↓
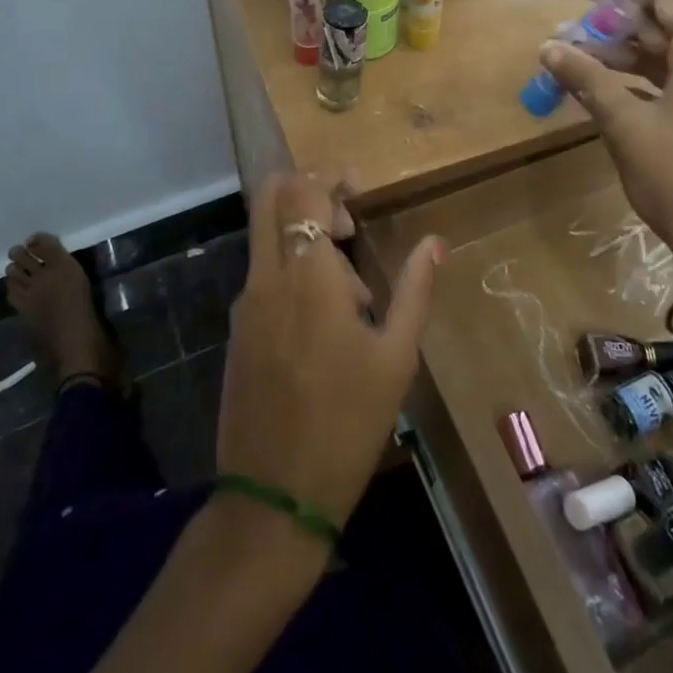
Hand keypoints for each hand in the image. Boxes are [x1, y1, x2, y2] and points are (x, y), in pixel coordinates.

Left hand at [216, 173, 443, 529]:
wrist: (274, 496)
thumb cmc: (348, 422)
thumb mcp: (396, 357)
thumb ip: (415, 288)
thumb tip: (435, 240)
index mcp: (308, 275)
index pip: (303, 190)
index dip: (330, 175)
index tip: (359, 189)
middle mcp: (267, 276)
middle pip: (270, 196)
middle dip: (308, 192)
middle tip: (347, 225)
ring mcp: (245, 302)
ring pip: (266, 235)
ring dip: (303, 237)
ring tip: (352, 295)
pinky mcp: (238, 328)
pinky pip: (264, 273)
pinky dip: (292, 270)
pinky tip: (326, 323)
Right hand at [541, 0, 672, 269]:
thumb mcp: (626, 124)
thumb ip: (587, 79)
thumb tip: (548, 47)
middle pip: (667, 24)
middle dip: (616, 25)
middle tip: (570, 32)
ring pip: (670, 54)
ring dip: (625, 53)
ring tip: (578, 59)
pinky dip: (642, 78)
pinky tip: (606, 88)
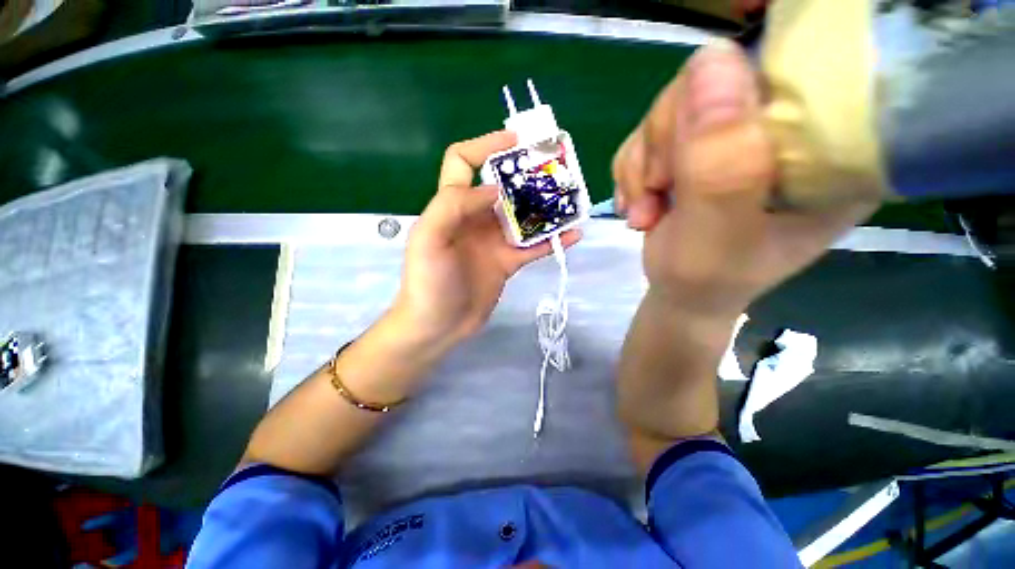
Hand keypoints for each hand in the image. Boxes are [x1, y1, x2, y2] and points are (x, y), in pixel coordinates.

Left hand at [394, 131, 580, 349]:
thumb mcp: (431, 237)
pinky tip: (573, 235)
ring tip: (570, 199)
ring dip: (545, 207)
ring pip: (522, 216)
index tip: (516, 140)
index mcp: (452, 205)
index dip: (485, 145)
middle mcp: (474, 218)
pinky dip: (552, 240)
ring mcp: (493, 241)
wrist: (438, 325)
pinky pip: (533, 247)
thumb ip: (455, 205)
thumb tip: (495, 189)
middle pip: (502, 186)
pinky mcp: (507, 262)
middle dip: (525, 175)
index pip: (463, 161)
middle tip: (555, 169)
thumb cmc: (429, 281)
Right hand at [612, 40, 874, 319]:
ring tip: (647, 211)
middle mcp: (789, 128)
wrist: (682, 293)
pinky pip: (648, 130)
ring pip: (673, 105)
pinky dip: (633, 170)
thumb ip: (719, 167)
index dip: (730, 95)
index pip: (794, 67)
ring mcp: (737, 134)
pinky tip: (641, 203)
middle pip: (716, 79)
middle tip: (658, 194)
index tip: (689, 159)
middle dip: (666, 143)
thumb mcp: (716, 236)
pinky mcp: (699, 143)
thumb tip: (710, 60)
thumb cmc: (706, 281)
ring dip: (643, 164)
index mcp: (832, 147)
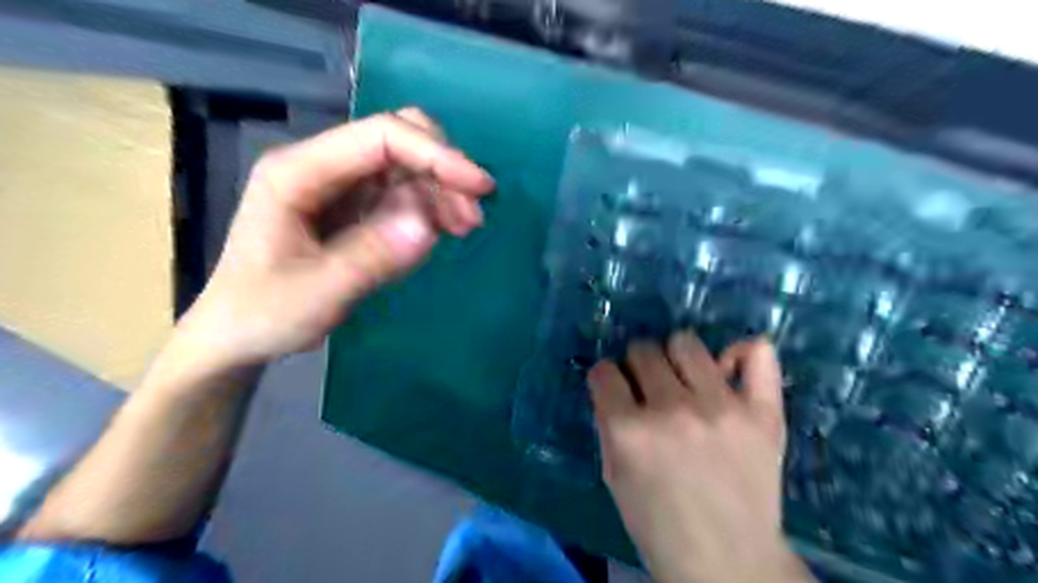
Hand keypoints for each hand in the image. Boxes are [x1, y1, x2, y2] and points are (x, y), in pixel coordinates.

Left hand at [173, 109, 493, 370]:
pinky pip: (403, 192)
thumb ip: (371, 258)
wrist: (238, 334)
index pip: (380, 137)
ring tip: (464, 228)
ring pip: (406, 164)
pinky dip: (430, 206)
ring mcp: (339, 185)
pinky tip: (444, 230)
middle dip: (442, 168)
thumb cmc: (264, 313)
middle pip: (397, 137)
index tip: (479, 187)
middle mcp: (321, 166)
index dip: (436, 154)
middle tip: (471, 214)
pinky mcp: (353, 207)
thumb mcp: (316, 294)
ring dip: (442, 190)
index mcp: (298, 172)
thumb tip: (429, 226)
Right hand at [593, 332, 809, 582]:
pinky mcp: (762, 413)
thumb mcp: (614, 475)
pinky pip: (758, 353)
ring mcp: (721, 408)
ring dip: (677, 358)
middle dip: (638, 367)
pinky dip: (743, 354)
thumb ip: (609, 424)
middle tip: (649, 389)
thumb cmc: (659, 524)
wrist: (729, 562)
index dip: (605, 380)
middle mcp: (672, 410)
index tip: (614, 389)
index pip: (604, 372)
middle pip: (643, 350)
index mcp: (629, 431)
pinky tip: (730, 370)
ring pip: (686, 342)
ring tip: (685, 381)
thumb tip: (615, 385)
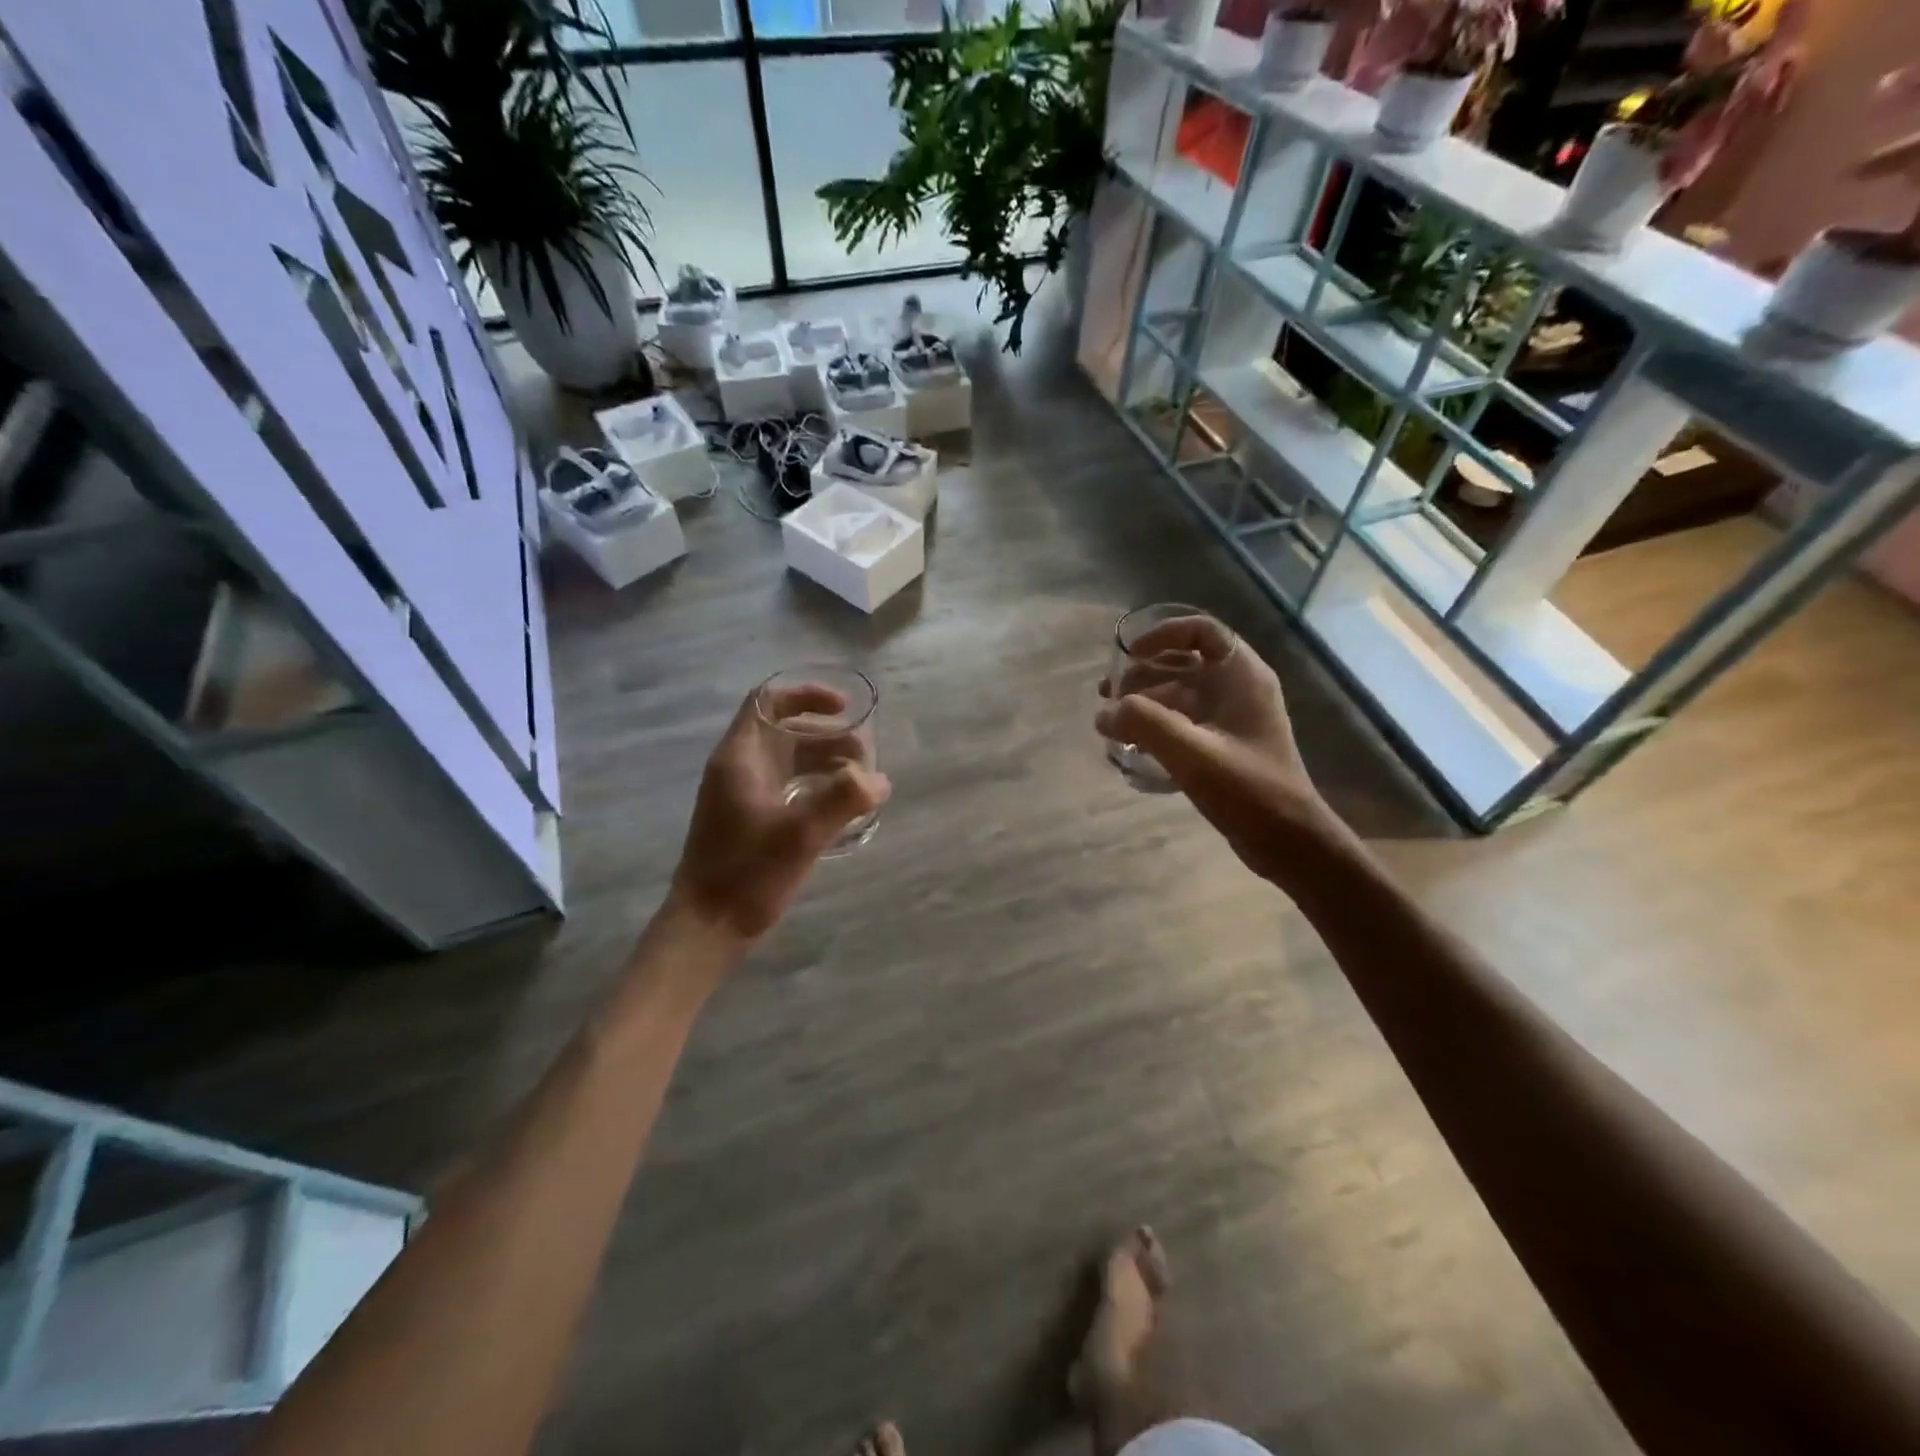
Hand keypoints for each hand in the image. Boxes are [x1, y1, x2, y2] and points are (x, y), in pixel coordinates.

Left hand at [670, 683, 890, 940]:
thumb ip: (844, 800)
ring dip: (826, 762)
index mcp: (740, 758)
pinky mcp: (751, 820)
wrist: (707, 927)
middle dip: (829, 736)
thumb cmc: (747, 873)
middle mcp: (739, 768)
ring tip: (862, 780)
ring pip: (789, 761)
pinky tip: (843, 807)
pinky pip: (789, 787)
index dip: (807, 696)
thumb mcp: (801, 834)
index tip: (845, 709)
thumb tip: (880, 780)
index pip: (768, 701)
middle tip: (865, 755)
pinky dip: (817, 786)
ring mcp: (743, 795)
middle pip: (786, 731)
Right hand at [1096, 616, 1336, 886]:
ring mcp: (1232, 718)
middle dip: (1142, 673)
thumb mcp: (1191, 753)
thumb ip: (1144, 724)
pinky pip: (1183, 721)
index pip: (1202, 631)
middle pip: (1183, 662)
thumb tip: (1104, 713)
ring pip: (1180, 693)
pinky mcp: (1224, 745)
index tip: (1128, 654)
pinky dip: (1156, 725)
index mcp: (1242, 676)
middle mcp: (1239, 688)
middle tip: (1108, 695)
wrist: (1288, 840)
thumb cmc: (1247, 789)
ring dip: (1144, 701)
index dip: (1162, 634)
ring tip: (1111, 720)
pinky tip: (1132, 744)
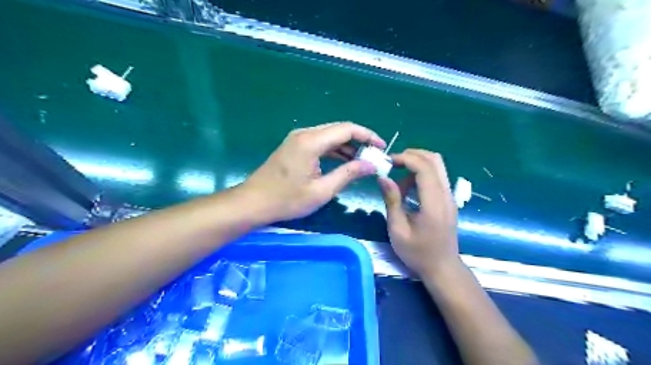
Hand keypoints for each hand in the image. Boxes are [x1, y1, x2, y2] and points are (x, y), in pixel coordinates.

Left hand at [244, 123, 384, 222]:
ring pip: (329, 135)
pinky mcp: (294, 146)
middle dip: (359, 140)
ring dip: (347, 146)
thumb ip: (348, 174)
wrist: (253, 202)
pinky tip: (344, 161)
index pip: (347, 129)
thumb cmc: (287, 200)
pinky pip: (320, 142)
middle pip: (339, 129)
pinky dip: (334, 150)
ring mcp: (297, 139)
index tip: (381, 147)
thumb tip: (371, 165)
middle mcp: (305, 133)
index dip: (367, 136)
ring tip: (363, 160)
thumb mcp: (322, 191)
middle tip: (374, 156)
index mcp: (311, 141)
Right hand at [380, 148, 458, 276]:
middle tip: (392, 164)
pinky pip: (436, 177)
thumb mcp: (398, 230)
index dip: (405, 159)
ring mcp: (449, 196)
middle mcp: (446, 195)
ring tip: (398, 182)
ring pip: (436, 166)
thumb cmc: (418, 253)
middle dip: (411, 155)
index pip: (424, 168)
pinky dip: (420, 175)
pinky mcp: (448, 200)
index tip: (388, 163)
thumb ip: (392, 201)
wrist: (442, 268)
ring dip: (416, 165)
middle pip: (434, 160)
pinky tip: (408, 190)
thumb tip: (383, 177)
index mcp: (434, 203)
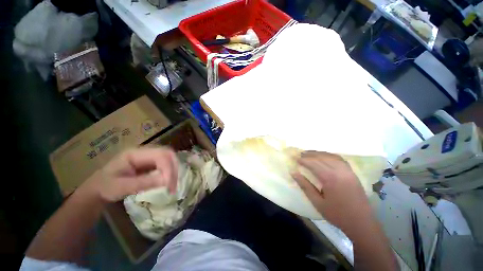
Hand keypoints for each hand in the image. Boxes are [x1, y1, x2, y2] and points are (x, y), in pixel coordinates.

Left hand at [84, 147, 177, 201]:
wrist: (98, 189)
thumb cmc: (107, 186)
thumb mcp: (123, 186)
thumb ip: (144, 182)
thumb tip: (166, 180)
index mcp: (134, 153)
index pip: (159, 155)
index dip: (169, 169)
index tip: (170, 189)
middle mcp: (140, 153)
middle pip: (165, 153)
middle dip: (173, 170)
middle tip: (173, 189)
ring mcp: (142, 159)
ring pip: (165, 159)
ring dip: (172, 172)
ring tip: (171, 188)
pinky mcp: (144, 167)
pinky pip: (160, 167)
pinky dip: (167, 175)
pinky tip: (166, 185)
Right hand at [292, 151, 373, 234]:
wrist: (358, 218)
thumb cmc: (336, 214)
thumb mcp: (318, 204)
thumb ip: (306, 187)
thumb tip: (295, 174)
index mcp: (330, 178)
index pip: (315, 164)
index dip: (304, 160)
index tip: (295, 159)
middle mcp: (339, 169)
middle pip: (323, 157)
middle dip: (311, 155)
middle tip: (300, 155)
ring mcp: (347, 169)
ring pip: (332, 156)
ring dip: (321, 154)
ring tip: (311, 154)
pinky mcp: (352, 172)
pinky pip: (340, 159)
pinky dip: (331, 156)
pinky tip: (326, 158)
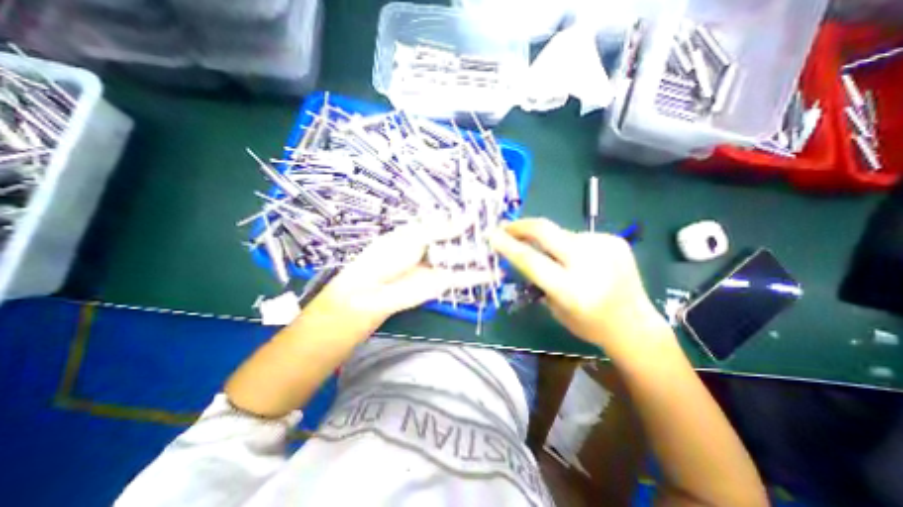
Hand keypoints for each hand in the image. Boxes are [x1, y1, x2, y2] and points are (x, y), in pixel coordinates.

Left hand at [309, 221, 492, 330]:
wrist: (374, 289)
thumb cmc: (388, 255)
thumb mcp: (414, 236)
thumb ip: (443, 229)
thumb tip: (468, 217)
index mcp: (423, 231)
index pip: (449, 222)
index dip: (465, 218)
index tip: (485, 212)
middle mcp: (434, 247)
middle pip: (460, 239)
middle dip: (477, 235)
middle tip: (500, 229)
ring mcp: (440, 265)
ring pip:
↑
### EXERCISE
Pictures in the entries do not go into the copy. Print only the lines starting at the one containing "middle pip: (667, 24)" and ending at the one containing "pinky pip: (403, 192)", exactly as they appear.

### EXERCISE SOLUTION
middle pip: (667, 24)
middle dip: (616, 25)
middle tip: (570, 32)
ring pip: (670, 54)
ring dip: (625, 53)
ring tip: (578, 59)
pinky dip: (642, 78)
pinky tip: (606, 88)
Hand keypoints for each hand in the image. Boxes are [x1, y1, x2, y2] and points are (x, y), in pixel coordinates.

Left hand at [394, 131, 580, 349]:
thumb mcp: (431, 237)
pinky tip: (573, 235)
ring tip: (570, 199)
ring dip: (545, 207)
ring pip: (522, 216)
index tip: (516, 140)
index mcp: (452, 205)
index dip: (485, 145)
middle mcp: (474, 218)
pinky dip: (552, 240)
ring mcp: (493, 241)
wrist: (438, 325)
pinky pip: (533, 247)
thumb ip: (455, 205)
thumb tip: (495, 189)
middle pip: (502, 186)
pinky mcp: (507, 262)
middle dip: (525, 175)
index pip: (463, 161)
middle tip: (555, 169)
thumb cmc: (429, 281)
Right hand at [612, 40, 874, 319]:
ring tip: (647, 211)
middle mcp: (789, 128)
wrist: (682, 293)
pinky pip: (648, 130)
ring pip: (673, 105)
pinky dip: (633, 170)
thumb ip: (719, 167)
index dip: (730, 95)
index pip: (794, 67)
ring mcp: (737, 134)
pinky tip: (641, 203)
middle pip: (716, 79)
middle tip: (658, 194)
index tip: (689, 159)
middle dip: (666, 143)
thumb mcp: (716, 236)
pinky mcp: (699, 143)
thumb tip: (710, 60)
thumb cmc: (706, 281)
ring dip: (643, 164)
index mcp: (832, 147)
Hand keypoints for each hand in the image. Boxes are [x1, y1, x2, y2] and points are (x, y), in pixel coordinates.

Left hand at [173, 109, 493, 370]:
pinky pip: (403, 192)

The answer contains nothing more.